After the summer if the boutique is still going well I would maybe think about having a catalogue. If people are interested in my boutique who have shopped there from visits from other parts of the country they can have the chance to subscribe and also have the chance to shop online. I know catalogues are expensive so I could see how well the online shopping works before I consider a catalogue.
By the end of the year I would have hoped to of have a successful first year and that my shop doesn’t close down.
• Launch event nights
• do charity events
• Beauty and shop nights
• launch online shopping

With hopefully a good shop up and running I would think about maybe starting some in house designing. I would love to start my own collections have them in a store and why not in my own store. I would obviously design to go with the flow of my store, so vintage and designer inspired; I would hire a pattern cutter and a seamstress as I wouldn’t have the complete skill to do this. This would obviously be depending on how well the store is going and how much money I would be making. My dream would be to have a boutique and start my own in house collection. I’ve seen some boutiques who are more charity shop then designer/vintage boutique and that’s really off putting so putting my own stamp into the shop would be a huge and hopefully successful step. If the designs don’t go to plan and are a failure then I will discontinue the line and it wont be done again as it will all be trial and error, but however if it is a HUGE success then I shall continue to design my collections every season and have my pattern cutter and seamstress to help me. This would be my main goal for the whole year. If the designs don’t pan out then I would continue to run the shop as it has been run.
• start my own in house collection
• launch my in house collection

If everything has gone to plan and my shop is in big demand then I would think about expanding to bigger places or even to London of I knew it could make it there, or simply just move my shop as a boutique is supposed to be unique. If the boutique moved and the store was to get bigger I would introduce more designers into the shop and maybe make my collection bigger if that was still going strong. I would maybe see if any designers wanted to do a unique collection for my boutique or even collaborate with me on a one off collection. This would be an amazing opportunity not just for my shop but for me and my career. I would only be 26 but this would be an ideal time to have a boost in my career especially if my boutique was doing so well.
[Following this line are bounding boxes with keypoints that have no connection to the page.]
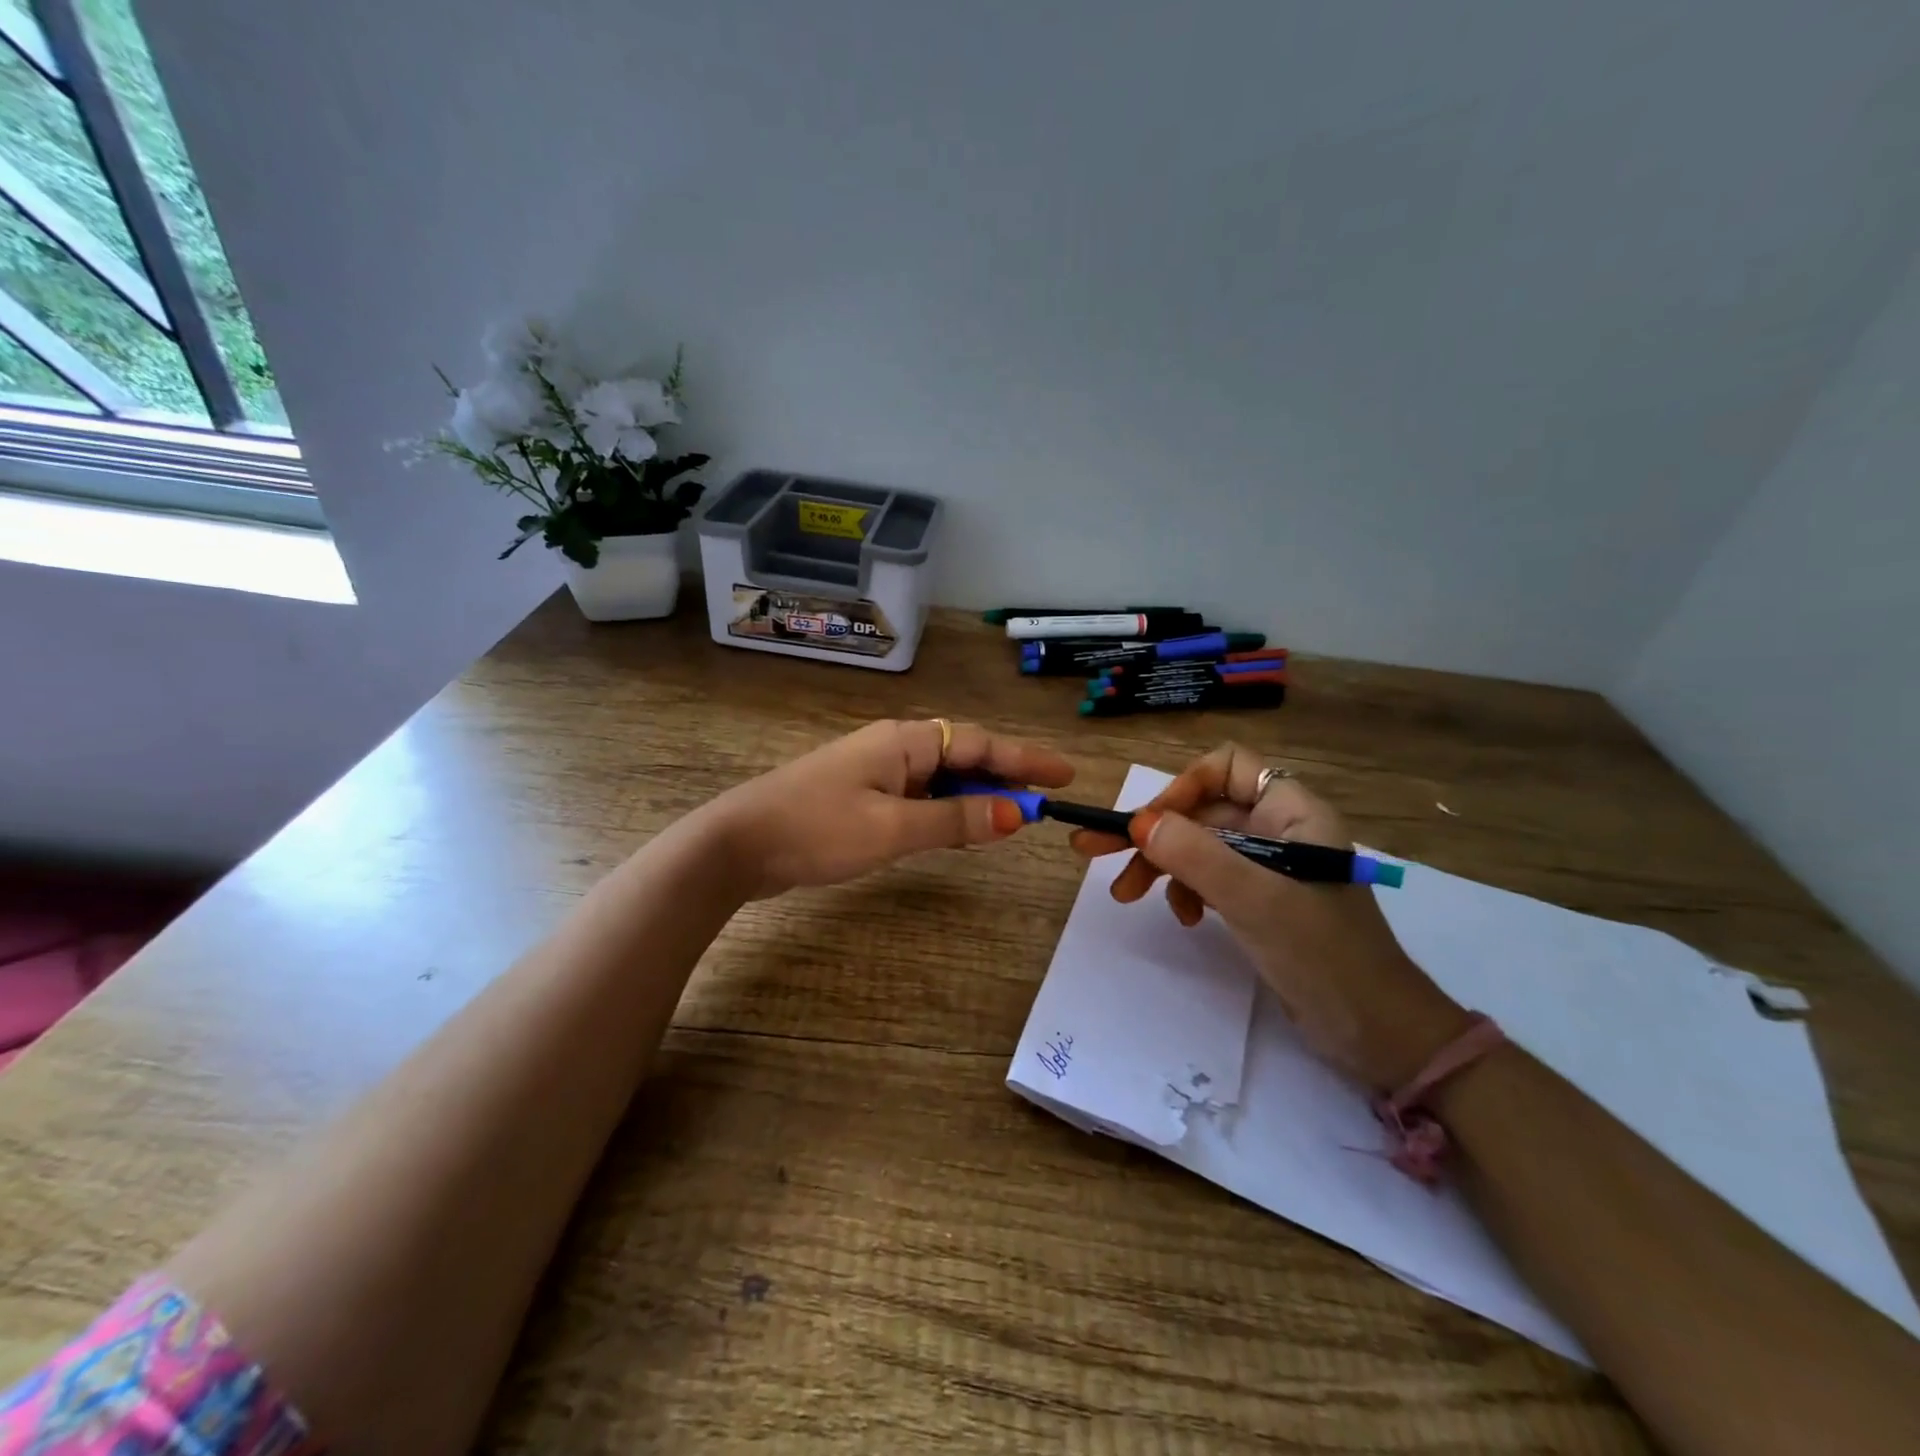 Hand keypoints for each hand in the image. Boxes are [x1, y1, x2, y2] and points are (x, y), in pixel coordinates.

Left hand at [701, 719, 1074, 898]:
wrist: (738, 844)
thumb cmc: (816, 829)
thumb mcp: (892, 828)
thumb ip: (955, 819)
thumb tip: (1016, 815)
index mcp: (904, 742)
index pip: (980, 743)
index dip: (1025, 759)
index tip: (1064, 775)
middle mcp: (894, 747)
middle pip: (963, 755)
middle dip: (1005, 776)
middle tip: (1043, 804)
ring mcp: (875, 770)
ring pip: (940, 776)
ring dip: (976, 793)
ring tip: (1011, 817)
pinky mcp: (860, 795)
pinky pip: (919, 795)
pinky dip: (946, 807)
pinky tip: (957, 825)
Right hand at [1070, 744, 1467, 1090]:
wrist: (1377, 1033)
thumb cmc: (1323, 955)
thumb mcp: (1255, 900)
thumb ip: (1196, 856)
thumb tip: (1138, 823)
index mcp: (1292, 811)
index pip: (1227, 767)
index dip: (1184, 787)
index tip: (1148, 824)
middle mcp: (1280, 829)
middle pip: (1203, 810)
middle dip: (1153, 833)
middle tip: (1094, 851)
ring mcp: (1270, 867)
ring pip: (1200, 846)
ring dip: (1162, 865)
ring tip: (1128, 896)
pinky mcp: (1262, 901)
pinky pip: (1210, 877)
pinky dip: (1187, 891)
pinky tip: (1186, 918) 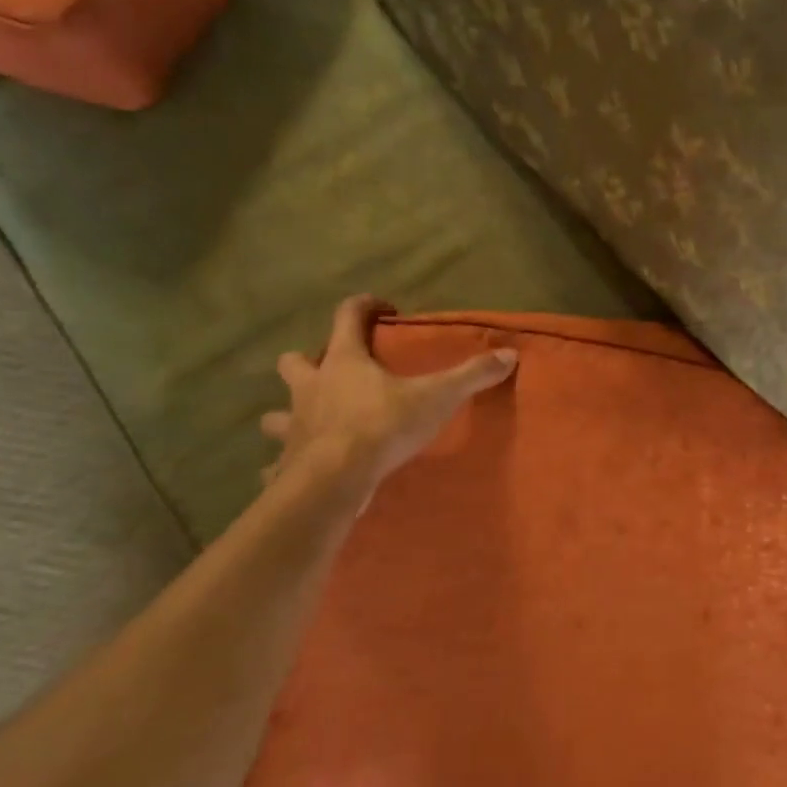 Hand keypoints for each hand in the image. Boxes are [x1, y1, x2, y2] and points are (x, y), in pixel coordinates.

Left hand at [260, 295, 516, 497]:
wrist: (335, 480)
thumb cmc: (382, 426)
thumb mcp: (436, 397)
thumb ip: (471, 375)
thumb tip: (509, 355)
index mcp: (344, 361)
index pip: (347, 315)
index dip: (365, 306)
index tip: (385, 311)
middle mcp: (312, 386)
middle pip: (295, 360)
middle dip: (309, 360)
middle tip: (335, 371)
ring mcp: (294, 424)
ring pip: (276, 412)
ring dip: (290, 412)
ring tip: (313, 421)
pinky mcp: (286, 461)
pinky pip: (277, 462)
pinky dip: (284, 465)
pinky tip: (293, 474) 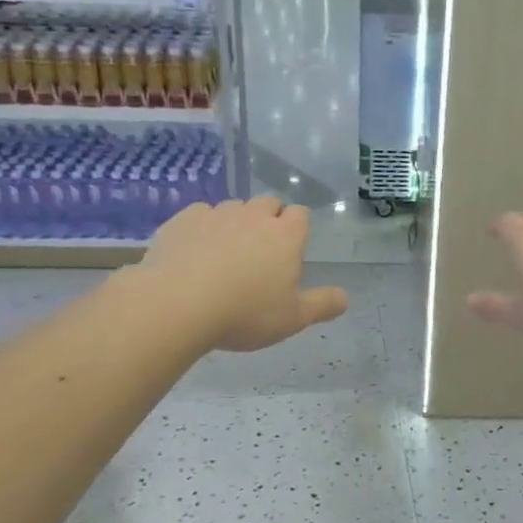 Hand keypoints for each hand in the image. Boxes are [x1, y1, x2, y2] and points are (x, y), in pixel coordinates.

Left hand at [142, 196, 348, 351]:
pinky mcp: (184, 219)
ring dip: (236, 222)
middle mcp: (254, 216)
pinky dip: (203, 227)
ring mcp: (217, 214)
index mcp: (286, 235)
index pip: (301, 214)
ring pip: (234, 207)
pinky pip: (201, 214)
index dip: (298, 228)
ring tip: (227, 253)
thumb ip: (322, 305)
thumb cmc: (245, 313)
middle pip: (268, 203)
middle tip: (261, 252)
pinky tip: (195, 251)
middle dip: (269, 219)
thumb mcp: (292, 319)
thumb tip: (345, 298)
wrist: (177, 304)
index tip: (291, 249) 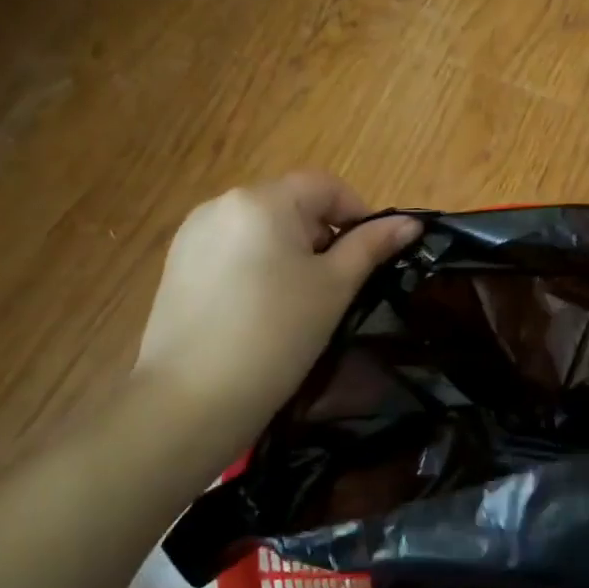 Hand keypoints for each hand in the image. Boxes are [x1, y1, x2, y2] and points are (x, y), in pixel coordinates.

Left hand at [137, 172, 419, 458]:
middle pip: (291, 204)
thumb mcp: (333, 288)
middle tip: (335, 287)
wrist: (190, 401)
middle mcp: (222, 204)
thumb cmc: (276, 336)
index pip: (326, 186)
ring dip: (289, 251)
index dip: (358, 214)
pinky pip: (232, 250)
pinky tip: (258, 311)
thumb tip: (410, 223)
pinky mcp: (177, 265)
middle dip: (322, 236)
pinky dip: (256, 267)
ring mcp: (193, 234)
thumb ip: (371, 246)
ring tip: (297, 302)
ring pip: (262, 229)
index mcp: (262, 200)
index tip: (369, 259) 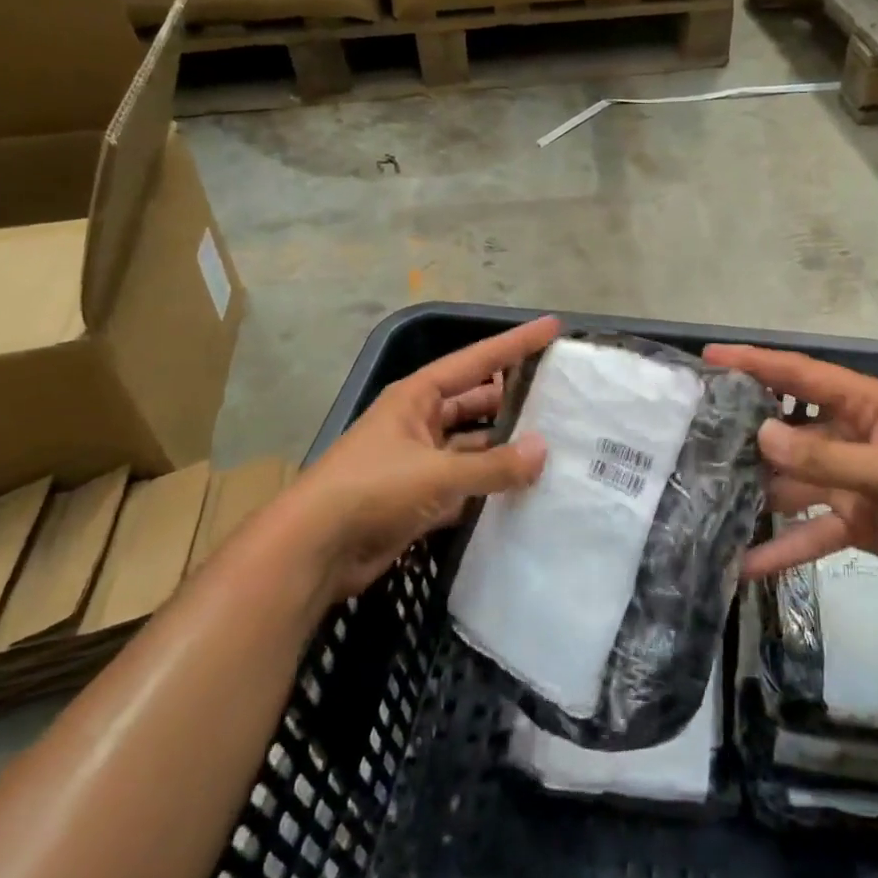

I would love to stock designers like Oscar de la Renta and Victoria Beckham as the have that different look to them and are so unique in there own ways.
• To expand and/or move my shop
• To collaborate with a designer on my collections
• To have a designer design just for my boutique

Companies House

The main functions of Companies House are to incorporate and dissolve limited companies, examine and store company information delivered under the Companies Act and related legislation, and make this information available to the public. The United Kingdom has enjoyed a system of company registration since 1844. Today, company registration matters are dealt with in law, by the Companies Act 2006. All limited companies in England, Wales, Northern Ireland and Scotland are registered at Companies House, an Executive Agency of the Department for Business, Innovation and Skills (BIS). There are more than 2 million limited companies registered in Great Britain, and more than 300,000 new companies are incorporated each year. Each year Companies House organizes or attends a variety of events to support and advise businesses. This includes attending business-focused exhibitions throughout the UK and organizing Seminars to support new directors and secretaries. They also travel throughout the UK promoting Companies House's services, advising businesses on how to meet their obligations under the Companies Act, and to provide opportunities to meet and discuss issues with their staff.
They help businesses start up which would be really useful for me to look into more as I would like to eventually start up and open my own boutique. I will look into going to some seminars just to see how they run and what advise they can give me to starting up my own business.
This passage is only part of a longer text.